Any attempt to demolish Europe”s tottering linguistic Tower of Babel was always going to be controversial and so it is that a new plan to have just one working language at the European commission instead of the current three has sparked outrage in certain quarters.

The one language – it is feared and probably with good reason – will be English, meaning that the two other working languages currently in use (French and German) would be all but redundant and this, perhaps unsurprisingly, has not gone down well in Paris or Berlin.

In fact, the two countries are so concerned by the proposals, drawn up by the commission itself, that their respective foreign ministers Hubert Vedrine and Joschka Fischer have written a joint letter to commission president Romano Prodi protesting the move.

The plan would, they say, be “unacceptable”, would “promote unilingualism” and not be in the [rarely honoured] spirit “communataire” of the European union.

The French press has taken up the issue with its customary ardour talking of an attempted “linguistic coup d”etat” and muttering darkly about an Anglo-Saxon plot to impose English on Europe”s 370m citizens.

The stakes are high, for with as many as 13 applicant countries queuing up to join at the EU at the earliest opportunity, the linguistic battle is on for the hearts and minds of the newcomers.

Since it will clearly be impractical to expand the EU”s official 11 languages (into which EU legislation is translated as opposed to the three working languages used by the commission) then a crucial question will sooner or later have to be answered.

Which linguistic fence will the mostly east European newcomers opt to sit upon?

This latest dispute is probably only the initial skirmish in what is likely to be a protracted linguistic scrap.

The commission for its part argues that having just one working language instead of three will save time and money, and is a good idea against the backdrop of its drive to reform and modernise itself.

“About 10 years ago 70% of the paperwork in the commission was in French, but the balance has now tipped towards English. There has been a generational change and English is the language that young people are learning. Nobody is going to change that drift,” says one commission official.

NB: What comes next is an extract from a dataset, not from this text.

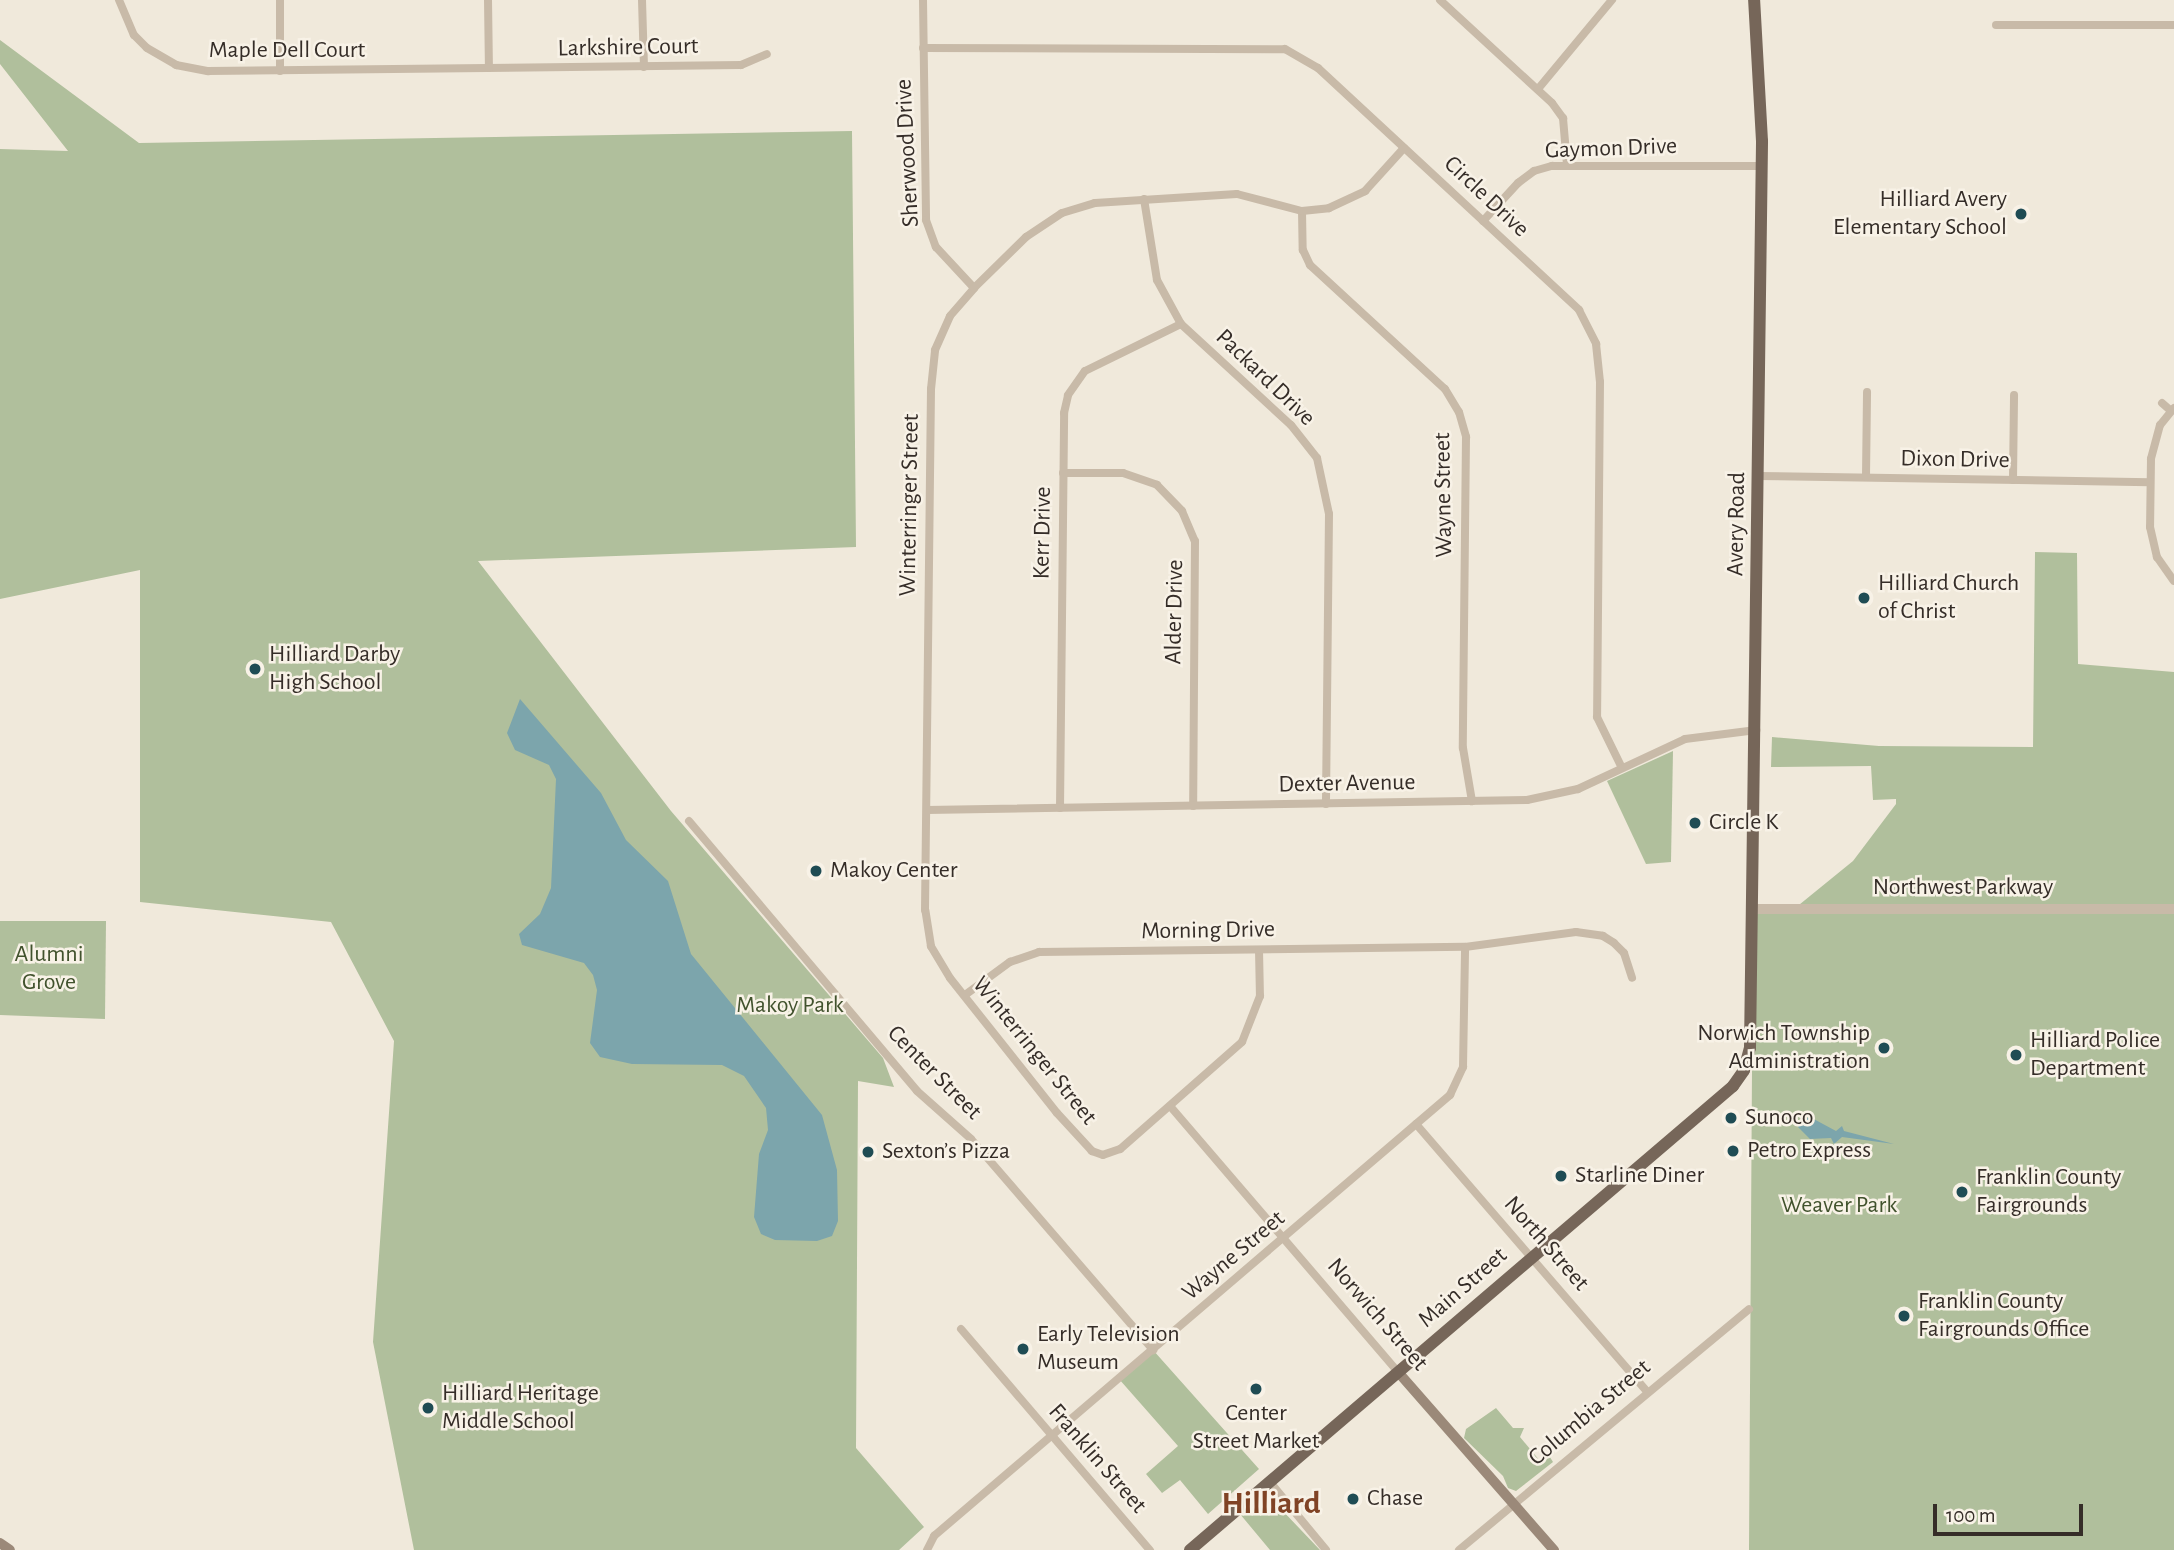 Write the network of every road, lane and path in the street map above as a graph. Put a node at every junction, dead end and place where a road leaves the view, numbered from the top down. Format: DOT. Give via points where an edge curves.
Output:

Spokesmen stress that the proposals are in an embryonic stage and will not sweep away the multilingualism so coveted by the French and the Germans.

But the French, sensitive at the best of times about the inexorable march of the English language at the expense of the language of Moliere, are not convinced. “What is the dream of all Eurocrats?” French daily newspaper Liberation asked its readers.

“That all the citizens of the EU speak English and that national languages are downgraded to the status of quaint dialects which will eventually be taught in just a few specialised classes,” was its answer.

“This attempt to make the EU a linguistic branch of Nato and the OECD where English has long ago supplanted French, the other official language, is not the first and will not be the last,” it continued.

The fact is, of course, that the battle for linguistic supremacy in the EU was lost long ago and English has emerged as the undisputed second language of choice across the prosperous 15-nation bloc.

The Germans have learned to live with this fact – only an estimated 1% of commission documents are printed in German as compared to 55% in English (up from 40% 10 years ago) and 44% in French.

But nobody seems to have told the French that they are fighting a battle which has already been conceded.

French journalists can frequently be heard expressing outrage at the commission”s ritualistic midday press briefing that a certain document has not been issued in French or that a spokesman”s command of French is far from perfect.

Their frustration is perhaps understandable and should be familiar to Brits for it is all about the pain of coming to terms with the loss of empire. The commission has, in effect, been France”s private fiefdom ever since it was set up (along French government lines) in the 60s and the ascendancy of English at the expense of French together with “Anglo-Saxon” style administrative reforms comes as a rude shock to the system.

As one commission insider puts it: “They say that this plan would be the end of the community dream but strangely it didn”t seem to be the end of the dream when everyone spoke French for the past 30 years.”